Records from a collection

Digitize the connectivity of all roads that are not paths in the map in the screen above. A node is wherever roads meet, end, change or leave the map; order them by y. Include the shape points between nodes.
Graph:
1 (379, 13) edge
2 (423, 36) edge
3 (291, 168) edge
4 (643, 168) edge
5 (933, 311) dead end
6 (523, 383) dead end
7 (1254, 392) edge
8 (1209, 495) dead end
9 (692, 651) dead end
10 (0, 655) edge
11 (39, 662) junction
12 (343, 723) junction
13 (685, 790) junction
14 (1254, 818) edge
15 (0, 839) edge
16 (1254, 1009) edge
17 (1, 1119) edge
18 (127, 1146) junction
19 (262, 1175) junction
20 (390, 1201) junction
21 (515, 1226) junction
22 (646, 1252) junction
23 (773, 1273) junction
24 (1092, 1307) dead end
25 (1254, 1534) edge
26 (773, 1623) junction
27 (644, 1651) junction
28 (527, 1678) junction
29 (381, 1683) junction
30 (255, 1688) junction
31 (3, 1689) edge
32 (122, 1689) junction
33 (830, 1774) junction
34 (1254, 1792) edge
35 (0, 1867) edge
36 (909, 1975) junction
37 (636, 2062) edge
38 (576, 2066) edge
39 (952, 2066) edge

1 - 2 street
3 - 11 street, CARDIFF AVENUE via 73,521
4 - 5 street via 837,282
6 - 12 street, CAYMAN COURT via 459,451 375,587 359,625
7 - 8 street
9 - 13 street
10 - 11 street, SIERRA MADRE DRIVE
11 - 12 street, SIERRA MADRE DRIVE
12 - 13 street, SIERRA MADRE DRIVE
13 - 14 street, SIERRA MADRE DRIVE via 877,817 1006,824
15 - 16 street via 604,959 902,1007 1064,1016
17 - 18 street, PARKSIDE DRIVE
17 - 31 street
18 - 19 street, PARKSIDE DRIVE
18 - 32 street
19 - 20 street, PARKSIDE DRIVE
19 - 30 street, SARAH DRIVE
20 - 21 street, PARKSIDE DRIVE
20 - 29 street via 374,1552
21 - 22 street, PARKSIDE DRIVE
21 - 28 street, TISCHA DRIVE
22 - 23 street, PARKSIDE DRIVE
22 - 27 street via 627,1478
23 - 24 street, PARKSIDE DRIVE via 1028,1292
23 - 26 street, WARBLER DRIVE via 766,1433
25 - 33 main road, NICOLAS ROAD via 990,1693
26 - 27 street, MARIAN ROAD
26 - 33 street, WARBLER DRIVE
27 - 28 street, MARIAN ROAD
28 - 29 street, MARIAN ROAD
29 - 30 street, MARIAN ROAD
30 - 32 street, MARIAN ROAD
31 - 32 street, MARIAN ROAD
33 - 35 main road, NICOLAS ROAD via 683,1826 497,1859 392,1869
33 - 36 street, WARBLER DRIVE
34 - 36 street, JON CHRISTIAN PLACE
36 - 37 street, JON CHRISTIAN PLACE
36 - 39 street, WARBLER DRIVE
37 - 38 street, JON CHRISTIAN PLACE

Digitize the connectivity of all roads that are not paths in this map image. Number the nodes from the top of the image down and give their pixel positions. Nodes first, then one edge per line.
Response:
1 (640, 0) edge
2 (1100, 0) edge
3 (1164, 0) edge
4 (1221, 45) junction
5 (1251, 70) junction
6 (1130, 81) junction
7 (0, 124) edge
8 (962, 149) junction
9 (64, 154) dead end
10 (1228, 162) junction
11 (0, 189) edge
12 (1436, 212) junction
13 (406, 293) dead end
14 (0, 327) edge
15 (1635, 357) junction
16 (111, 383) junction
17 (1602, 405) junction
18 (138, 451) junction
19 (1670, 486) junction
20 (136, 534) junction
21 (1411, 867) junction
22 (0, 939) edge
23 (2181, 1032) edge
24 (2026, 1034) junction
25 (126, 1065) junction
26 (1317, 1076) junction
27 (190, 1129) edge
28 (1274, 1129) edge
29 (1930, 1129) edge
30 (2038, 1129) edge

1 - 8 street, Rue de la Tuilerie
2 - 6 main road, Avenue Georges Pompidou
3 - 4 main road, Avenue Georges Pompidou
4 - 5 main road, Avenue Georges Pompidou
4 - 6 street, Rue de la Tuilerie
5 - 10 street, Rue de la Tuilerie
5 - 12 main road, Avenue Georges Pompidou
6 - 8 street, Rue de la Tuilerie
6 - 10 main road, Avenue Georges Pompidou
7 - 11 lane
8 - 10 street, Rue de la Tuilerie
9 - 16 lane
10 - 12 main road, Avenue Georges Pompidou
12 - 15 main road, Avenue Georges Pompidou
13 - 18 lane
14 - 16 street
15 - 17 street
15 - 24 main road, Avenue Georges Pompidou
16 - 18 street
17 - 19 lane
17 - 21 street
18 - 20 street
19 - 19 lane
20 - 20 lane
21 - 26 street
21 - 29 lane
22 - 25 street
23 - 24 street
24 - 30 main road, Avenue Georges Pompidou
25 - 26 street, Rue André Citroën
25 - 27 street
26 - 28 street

* _YOUR TASK_
Which lines of the data contain the word "PARKSIDE"? Copy each one.

* _OUTPUT FOR THIS TASK_
17 - 18 street, PARKSIDE DRIVE
18 - 19 street, PARKSIDE DRIVE
19 - 20 street, PARKSIDE DRIVE
20 - 21 street, PARKSIDE DRIVE
21 - 22 street, PARKSIDE DRIVE
22 - 23 street, PARKSIDE DRIVE
23 - 24 street, PARKSIDE DRIVE via 1028,1292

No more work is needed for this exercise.